Data under study START

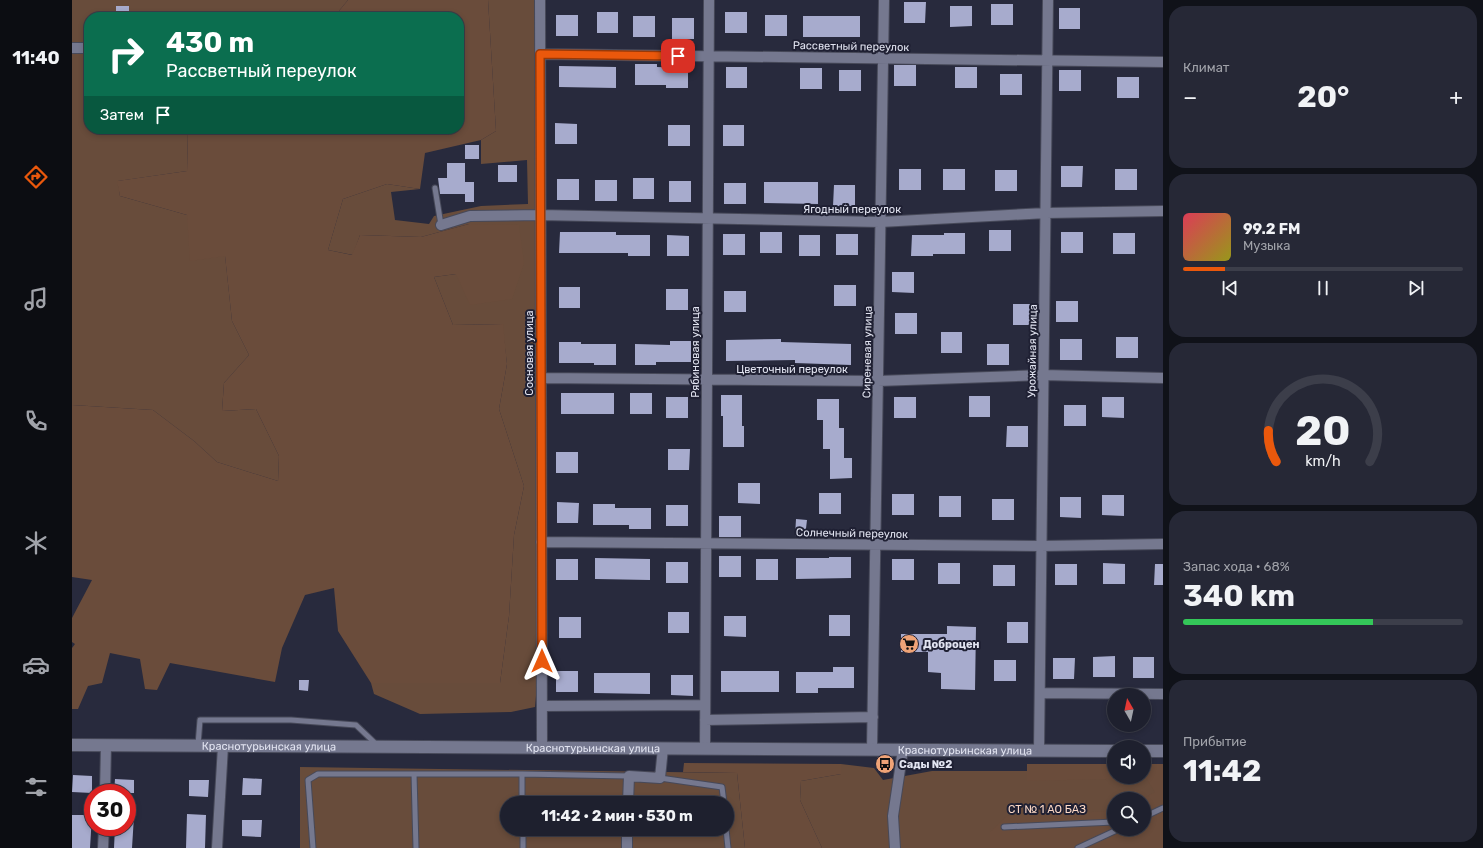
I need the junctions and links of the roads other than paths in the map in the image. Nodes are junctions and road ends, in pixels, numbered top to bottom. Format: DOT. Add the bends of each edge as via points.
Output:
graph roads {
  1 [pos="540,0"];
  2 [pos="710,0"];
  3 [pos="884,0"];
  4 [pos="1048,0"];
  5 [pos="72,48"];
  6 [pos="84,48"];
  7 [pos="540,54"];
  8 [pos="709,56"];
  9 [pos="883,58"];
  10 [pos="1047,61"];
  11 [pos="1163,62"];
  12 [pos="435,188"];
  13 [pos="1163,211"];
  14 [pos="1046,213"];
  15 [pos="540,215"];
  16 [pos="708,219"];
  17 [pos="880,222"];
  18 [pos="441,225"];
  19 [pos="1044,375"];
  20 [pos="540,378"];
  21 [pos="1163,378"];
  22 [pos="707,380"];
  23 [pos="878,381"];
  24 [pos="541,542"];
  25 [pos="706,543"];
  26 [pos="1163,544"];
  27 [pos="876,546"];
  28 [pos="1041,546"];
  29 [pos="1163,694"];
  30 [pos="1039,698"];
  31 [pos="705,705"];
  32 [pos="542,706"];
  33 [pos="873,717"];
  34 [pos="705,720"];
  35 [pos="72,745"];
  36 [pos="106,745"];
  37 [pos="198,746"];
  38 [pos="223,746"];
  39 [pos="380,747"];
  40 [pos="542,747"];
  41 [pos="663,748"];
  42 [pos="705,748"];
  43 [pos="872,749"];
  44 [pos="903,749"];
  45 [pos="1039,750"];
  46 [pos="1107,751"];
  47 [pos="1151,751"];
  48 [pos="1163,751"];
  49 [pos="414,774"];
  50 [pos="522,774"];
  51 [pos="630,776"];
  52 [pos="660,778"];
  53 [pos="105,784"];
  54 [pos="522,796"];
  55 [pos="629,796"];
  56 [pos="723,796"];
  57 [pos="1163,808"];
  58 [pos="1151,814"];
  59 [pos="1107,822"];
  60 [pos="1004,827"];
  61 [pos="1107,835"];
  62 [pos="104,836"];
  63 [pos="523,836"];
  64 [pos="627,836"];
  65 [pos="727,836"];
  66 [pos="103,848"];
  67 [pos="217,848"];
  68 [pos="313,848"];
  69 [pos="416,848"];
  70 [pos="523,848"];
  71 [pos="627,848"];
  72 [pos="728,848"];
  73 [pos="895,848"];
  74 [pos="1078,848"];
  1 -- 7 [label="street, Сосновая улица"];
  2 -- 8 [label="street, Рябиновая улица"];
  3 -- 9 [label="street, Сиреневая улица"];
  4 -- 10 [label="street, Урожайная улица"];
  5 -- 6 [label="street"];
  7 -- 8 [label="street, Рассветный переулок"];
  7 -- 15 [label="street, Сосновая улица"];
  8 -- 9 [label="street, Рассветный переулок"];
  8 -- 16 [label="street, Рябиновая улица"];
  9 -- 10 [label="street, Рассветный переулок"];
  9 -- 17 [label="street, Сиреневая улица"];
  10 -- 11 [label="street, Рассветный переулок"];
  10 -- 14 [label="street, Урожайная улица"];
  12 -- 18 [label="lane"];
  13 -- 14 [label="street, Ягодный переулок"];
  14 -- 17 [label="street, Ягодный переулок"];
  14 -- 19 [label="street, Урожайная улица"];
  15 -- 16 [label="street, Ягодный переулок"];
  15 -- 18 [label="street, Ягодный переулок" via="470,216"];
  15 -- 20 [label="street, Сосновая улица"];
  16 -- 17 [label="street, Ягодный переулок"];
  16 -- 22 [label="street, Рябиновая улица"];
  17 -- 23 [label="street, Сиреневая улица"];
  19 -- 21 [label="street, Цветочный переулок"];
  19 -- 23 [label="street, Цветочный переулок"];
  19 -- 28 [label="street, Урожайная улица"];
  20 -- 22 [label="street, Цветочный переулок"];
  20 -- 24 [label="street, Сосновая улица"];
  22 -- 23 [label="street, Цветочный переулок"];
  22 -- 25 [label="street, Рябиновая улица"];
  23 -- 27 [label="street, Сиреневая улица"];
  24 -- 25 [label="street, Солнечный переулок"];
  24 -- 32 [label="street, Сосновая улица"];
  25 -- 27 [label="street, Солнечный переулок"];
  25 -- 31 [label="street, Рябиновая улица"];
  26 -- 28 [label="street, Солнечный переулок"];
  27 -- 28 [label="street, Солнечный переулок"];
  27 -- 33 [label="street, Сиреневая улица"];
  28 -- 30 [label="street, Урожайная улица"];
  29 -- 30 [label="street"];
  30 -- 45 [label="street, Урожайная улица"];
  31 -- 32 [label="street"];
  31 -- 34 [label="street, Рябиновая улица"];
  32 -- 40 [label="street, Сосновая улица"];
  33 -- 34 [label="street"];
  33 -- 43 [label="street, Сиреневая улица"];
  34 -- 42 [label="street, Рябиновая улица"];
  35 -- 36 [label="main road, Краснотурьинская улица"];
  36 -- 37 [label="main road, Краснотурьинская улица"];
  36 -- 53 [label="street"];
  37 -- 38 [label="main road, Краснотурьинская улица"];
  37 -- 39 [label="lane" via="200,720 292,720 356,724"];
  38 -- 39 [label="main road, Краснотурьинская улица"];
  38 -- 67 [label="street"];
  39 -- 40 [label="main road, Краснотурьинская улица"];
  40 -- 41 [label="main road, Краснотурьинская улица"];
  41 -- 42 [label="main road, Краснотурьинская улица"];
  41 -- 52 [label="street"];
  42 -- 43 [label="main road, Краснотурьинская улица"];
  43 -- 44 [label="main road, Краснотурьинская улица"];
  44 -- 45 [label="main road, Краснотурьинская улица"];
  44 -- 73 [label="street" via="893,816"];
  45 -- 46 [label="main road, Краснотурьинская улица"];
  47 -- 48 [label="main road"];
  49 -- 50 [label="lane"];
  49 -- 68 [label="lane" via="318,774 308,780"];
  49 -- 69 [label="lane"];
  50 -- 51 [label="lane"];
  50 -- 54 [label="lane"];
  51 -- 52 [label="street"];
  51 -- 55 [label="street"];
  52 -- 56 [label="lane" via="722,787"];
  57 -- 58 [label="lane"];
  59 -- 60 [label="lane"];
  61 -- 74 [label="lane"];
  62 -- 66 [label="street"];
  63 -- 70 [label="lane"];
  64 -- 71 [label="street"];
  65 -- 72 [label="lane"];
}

Data under study END

*What the task asks*
Please output every line of the listing as it stands, and omit its images.

*Solution*
I need the junctions and links of the roads other than paths in the map in the image. Nodes are junctions and road ends, in pixels, numbered top to bottom. Format: DOT. Add the bends of each edge as via points.
Output:
graph roads {
  1 [pos="540,0"];
  2 [pos="710,0"];
  3 [pos="884,0"];
  4 [pos="1048,0"];
  5 [pos="72,48"];
  6 [pos="84,48"];
  7 [pos="540,54"];
  8 [pos="709,56"];
  9 [pos="883,58"];
  10 [pos="1047,61"];
  11 [pos="1163,62"];
  12 [pos="435,188"];
  13 [pos="1163,211"];
  14 [pos="1046,213"];
  15 [pos="540,215"];
  16 [pos="708,219"];
  17 [pos="880,222"];
  18 [pos="441,225"];
  19 [pos="1044,375"];
  20 [pos="540,378"];
  21 [pos="1163,378"];
  22 [pos="707,380"];
  23 [pos="878,381"];
  24 [pos="541,542"];
  25 [pos="706,543"];
  26 [pos="1163,544"];
  27 [pos="876,546"];
  28 [pos="1041,546"];
  29 [pos="1163,694"];
  30 [pos="1039,698"];
  31 [pos="705,705"];
  32 [pos="542,706"];
  33 [pos="873,717"];
  34 [pos="705,720"];
  35 [pos="72,745"];
  36 [pos="106,745"];
  37 [pos="198,746"];
  38 [pos="223,746"];
  39 [pos="380,747"];
  40 [pos="542,747"];
  41 [pos="663,748"];
  42 [pos="705,748"];
  43 [pos="872,749"];
  44 [pos="903,749"];
  45 [pos="1039,750"];
  46 [pos="1107,751"];
  47 [pos="1151,751"];
  48 [pos="1163,751"];
  49 [pos="414,774"];
  50 [pos="522,774"];
  51 [pos="630,776"];
  52 [pos="660,778"];
  53 [pos="105,784"];
  54 [pos="522,796"];
  55 [pos="629,796"];
  56 [pos="723,796"];
  57 [pos="1163,808"];
  58 [pos="1151,814"];
  59 [pos="1107,822"];
  60 [pos="1004,827"];
  61 [pos="1107,835"];
  62 [pos="104,836"];
  63 [pos="523,836"];
  64 [pos="627,836"];
  65 [pos="727,836"];
  66 [pos="103,848"];
  67 [pos="217,848"];
  68 [pos="313,848"];
  69 [pos="416,848"];
  70 [pos="523,848"];
  71 [pos="627,848"];
  72 [pos="728,848"];
  73 [pos="895,848"];
  74 [pos="1078,848"];
  1 -- 7 [label="street, Сосновая улица"];
  2 -- 8 [label="street, Рябиновая улица"];
  3 -- 9 [label="street, Сиреневая улица"];
  4 -- 10 [label="street, Урожайная улица"];
  5 -- 6 [label="street"];
  7 -- 8 [label="street, Рассветный переулок"];
  7 -- 15 [label="street, Сосновая улица"];
  8 -- 9 [label="street, Рассветный переулок"];
  8 -- 16 [label="street, Рябиновая улица"];
  9 -- 10 [label="street, Рассветный переулок"];
  9 -- 17 [label="street, Сиреневая улица"];
  10 -- 11 [label="street, Рассветный переулок"];
  10 -- 14 [label="street, Урожайная улица"];
  12 -- 18 [label="lane"];
  13 -- 14 [label="street, Ягодный переулок"];
  14 -- 17 [label="street, Ягодный переулок"];
  14 -- 19 [label="street, Урожайная улица"];
  15 -- 16 [label="street, Ягодный переулок"];
  15 -- 18 [label="street, Ягодный переулок" via="470,216"];
  15 -- 20 [label="street, Сосновая улица"];
  16 -- 17 [label="street, Ягодный переулок"];
  16 -- 22 [label="street, Рябиновая улица"];
  17 -- 23 [label="street, Сиреневая улица"];
  19 -- 21 [label="street, Цветочный переулок"];
  19 -- 23 [label="street, Цветочный переулок"];
  19 -- 28 [label="street, Урожайная улица"];
  20 -- 22 [label="street, Цветочный переулок"];
  20 -- 24 [label="street, Сосновая улица"];
  22 -- 23 [label="street, Цветочный переулок"];
  22 -- 25 [label="street, Рябиновая улица"];
  23 -- 27 [label="street, Сиреневая улица"];
  24 -- 25 [label="street, Солнечный переулок"];
  24 -- 32 [label="street, Сосновая улица"];
  25 -- 27 [label="street, Солнечный переулок"];
  25 -- 31 [label="street, Рябиновая улица"];
  26 -- 28 [label="street, Солнечный переулок"];
  27 -- 28 [label="street, Солнечный переулок"];
  27 -- 33 [label="street, Сиреневая улица"];
  28 -- 30 [label="street, Урожайная улица"];
  29 -- 30 [label="street"];
  30 -- 45 [label="street, Урожайная улица"];
  31 -- 32 [label="street"];
  31 -- 34 [label="street, Рябиновая улица"];
  32 -- 40 [label="street, Сосновая улица"];
  33 -- 34 [label="street"];
  33 -- 43 [label="street, Сиреневая улица"];
  34 -- 42 [label="street, Рябиновая улица"];
  35 -- 36 [label="main road, Краснотурьинская улица"];
  36 -- 37 [label="main road, Краснотурьинская улица"];
  36 -- 53 [label="street"];
  37 -- 38 [label="main road, Краснотурьинская улица"];
  37 -- 39 [label="lane" via="200,720 292,720 356,724"];
  38 -- 39 [label="main road, Краснотурьинская улица"];
  38 -- 67 [label="street"];
  39 -- 40 [label="main road, Краснотурьинская улица"];
  40 -- 41 [label="main road, Краснотурьинская улица"];
  41 -- 42 [label="main road, Краснотурьинская улица"];
  41 -- 52 [label="street"];
  42 -- 43 [label="main road, Краснотурьинская улица"];
  43 -- 44 [label="main road, Краснотурьинская улица"];
  44 -- 45 [label="main road, Краснотурьинская улица"];
  44 -- 73 [label="street" via="893,816"];
  45 -- 46 [label="main road, Краснотурьинская улица"];
  47 -- 48 [label="main road"];
  49 -- 50 [label="lane"];
  49 -- 68 [label="lane" via="318,774 308,780"];
  49 -- 69 [label="lane"];
  50 -- 51 [label="lane"];
  50 -- 54 [label="lane"];
  51 -- 52 [label="street"];
  51 -- 55 [label="street"];
  52 -- 56 [label="lane" via="722,787"];
  57 -- 58 [label="lane"];
  59 -- 60 [label="lane"];
  61 -- 74 [label="lane"];
  62 -- 66 [label="street"];
  63 -- 70 [label="lane"];
  64 -- 71 [label="street"];
  65 -- 72 [label="lane"];
}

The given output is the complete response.